DATA below:
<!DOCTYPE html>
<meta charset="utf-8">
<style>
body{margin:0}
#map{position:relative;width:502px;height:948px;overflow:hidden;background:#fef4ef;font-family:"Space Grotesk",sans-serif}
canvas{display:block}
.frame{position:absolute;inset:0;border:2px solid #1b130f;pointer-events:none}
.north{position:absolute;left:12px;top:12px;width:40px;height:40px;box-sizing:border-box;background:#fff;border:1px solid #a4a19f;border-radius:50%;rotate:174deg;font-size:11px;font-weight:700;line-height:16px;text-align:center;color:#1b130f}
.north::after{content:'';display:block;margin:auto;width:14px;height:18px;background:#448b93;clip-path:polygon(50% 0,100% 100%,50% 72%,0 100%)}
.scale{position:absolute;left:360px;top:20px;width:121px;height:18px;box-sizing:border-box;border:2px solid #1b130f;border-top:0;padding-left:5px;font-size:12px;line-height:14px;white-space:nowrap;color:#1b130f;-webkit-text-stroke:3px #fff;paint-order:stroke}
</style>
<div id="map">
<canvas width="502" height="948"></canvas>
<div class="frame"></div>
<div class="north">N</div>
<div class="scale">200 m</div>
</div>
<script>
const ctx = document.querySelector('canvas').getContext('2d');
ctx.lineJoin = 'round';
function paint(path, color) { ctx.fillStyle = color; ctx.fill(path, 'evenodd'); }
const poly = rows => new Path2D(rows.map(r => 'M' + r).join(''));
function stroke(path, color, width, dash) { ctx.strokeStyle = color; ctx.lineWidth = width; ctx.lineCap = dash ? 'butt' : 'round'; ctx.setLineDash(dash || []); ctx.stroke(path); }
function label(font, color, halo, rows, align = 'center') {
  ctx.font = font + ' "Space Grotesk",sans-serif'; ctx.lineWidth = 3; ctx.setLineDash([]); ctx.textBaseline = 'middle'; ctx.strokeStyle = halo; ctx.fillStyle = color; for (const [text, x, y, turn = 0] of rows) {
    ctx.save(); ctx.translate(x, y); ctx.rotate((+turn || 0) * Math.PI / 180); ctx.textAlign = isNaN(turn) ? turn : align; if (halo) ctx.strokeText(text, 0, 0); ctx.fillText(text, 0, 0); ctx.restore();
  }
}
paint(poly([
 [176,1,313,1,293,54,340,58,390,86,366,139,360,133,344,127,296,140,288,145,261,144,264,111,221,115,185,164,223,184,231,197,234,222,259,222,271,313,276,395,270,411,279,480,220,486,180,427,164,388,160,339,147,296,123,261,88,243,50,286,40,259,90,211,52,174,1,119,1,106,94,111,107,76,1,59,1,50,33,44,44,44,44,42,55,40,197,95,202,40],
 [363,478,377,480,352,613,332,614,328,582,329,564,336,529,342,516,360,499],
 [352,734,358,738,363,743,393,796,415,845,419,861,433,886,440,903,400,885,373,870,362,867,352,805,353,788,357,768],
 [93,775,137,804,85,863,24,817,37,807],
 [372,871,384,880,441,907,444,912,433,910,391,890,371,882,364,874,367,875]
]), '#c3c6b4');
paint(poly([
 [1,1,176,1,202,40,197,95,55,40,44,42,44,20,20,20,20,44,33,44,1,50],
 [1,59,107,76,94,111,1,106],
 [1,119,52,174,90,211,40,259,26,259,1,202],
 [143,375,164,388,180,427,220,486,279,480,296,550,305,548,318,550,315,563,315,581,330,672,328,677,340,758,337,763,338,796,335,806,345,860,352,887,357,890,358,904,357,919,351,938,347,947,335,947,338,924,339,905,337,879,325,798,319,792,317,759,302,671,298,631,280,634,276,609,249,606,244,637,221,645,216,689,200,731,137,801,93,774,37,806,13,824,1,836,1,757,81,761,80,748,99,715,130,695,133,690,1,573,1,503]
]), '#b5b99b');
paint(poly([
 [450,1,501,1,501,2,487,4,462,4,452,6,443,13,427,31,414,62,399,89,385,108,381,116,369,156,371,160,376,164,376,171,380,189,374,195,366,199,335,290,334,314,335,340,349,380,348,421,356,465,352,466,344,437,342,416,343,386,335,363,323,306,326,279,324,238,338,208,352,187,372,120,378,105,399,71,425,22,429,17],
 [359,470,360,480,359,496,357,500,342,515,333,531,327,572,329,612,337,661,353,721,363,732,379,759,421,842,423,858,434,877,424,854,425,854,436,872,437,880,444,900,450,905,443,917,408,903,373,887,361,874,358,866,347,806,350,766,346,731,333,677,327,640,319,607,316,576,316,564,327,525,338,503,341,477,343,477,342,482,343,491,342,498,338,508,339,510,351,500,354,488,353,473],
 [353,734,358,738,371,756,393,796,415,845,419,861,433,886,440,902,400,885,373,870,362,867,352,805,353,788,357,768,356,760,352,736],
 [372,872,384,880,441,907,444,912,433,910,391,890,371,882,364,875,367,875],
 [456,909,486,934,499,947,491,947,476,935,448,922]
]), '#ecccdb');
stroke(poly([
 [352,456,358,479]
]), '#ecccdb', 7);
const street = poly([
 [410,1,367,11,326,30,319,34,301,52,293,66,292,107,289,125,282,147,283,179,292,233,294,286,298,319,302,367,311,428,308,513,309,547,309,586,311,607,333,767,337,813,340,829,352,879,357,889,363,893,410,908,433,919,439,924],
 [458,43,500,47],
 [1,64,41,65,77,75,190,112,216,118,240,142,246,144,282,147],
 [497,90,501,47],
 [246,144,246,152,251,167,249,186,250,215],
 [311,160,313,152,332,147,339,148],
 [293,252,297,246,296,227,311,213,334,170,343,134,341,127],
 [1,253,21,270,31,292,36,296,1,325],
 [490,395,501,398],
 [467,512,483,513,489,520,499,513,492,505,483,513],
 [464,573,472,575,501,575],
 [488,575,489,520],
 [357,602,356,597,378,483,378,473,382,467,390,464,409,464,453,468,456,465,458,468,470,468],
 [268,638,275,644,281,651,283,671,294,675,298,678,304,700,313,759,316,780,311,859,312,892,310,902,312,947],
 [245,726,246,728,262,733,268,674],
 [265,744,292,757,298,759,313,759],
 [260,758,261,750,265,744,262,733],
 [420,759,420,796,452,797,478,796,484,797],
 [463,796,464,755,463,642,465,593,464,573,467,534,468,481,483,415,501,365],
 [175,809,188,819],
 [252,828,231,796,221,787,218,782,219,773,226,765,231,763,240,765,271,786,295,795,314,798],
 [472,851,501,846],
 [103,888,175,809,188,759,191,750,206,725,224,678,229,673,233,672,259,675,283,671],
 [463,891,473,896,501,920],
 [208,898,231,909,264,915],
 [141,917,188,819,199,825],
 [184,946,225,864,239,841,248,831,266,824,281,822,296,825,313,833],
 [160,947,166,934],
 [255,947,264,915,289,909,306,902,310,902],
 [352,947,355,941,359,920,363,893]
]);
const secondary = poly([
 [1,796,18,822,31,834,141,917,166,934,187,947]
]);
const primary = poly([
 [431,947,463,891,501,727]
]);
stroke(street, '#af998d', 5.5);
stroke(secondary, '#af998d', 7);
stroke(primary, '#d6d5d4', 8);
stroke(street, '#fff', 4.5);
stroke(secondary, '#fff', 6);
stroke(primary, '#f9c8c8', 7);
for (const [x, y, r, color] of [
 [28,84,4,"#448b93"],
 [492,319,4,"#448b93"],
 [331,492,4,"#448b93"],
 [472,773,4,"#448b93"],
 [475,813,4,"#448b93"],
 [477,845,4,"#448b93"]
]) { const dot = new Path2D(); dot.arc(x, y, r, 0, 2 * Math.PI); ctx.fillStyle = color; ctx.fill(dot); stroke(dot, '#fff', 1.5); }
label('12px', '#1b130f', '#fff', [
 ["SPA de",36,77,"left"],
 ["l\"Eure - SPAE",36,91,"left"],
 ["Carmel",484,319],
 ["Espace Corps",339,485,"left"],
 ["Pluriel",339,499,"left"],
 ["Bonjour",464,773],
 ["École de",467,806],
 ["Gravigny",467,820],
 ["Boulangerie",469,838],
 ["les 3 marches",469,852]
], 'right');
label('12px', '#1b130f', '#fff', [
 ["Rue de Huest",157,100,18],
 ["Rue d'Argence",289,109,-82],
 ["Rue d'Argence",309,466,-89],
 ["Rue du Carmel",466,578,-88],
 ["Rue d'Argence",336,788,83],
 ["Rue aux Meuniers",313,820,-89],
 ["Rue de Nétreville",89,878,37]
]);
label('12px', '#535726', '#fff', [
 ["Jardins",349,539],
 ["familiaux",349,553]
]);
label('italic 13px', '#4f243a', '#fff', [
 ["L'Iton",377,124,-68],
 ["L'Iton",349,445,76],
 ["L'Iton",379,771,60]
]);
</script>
End of DATA.
WORK REQUIRED = Match on "lineWidth" and report each line of the data above that has it.

TASK ANSWER =
function stroke(path, color, width, dash) { ctx.strokeStyle = color; ctx.lineWidth = width; ctx.lineCap = dash ? 'butt' : 'round'; ctx.setLineDash(dash || []); ctx.stroke(path); }
  ctx.font = font + ' "Space Grotesk",sans-serif'; ctx.lineWidth = 3; ctx.setLineDash([]); ctx.textBaseline = 'middle'; ctx.strokeStyle = halo; ctx.fillStyle = color; for (const [text, x, y, turn = 0] of rows) {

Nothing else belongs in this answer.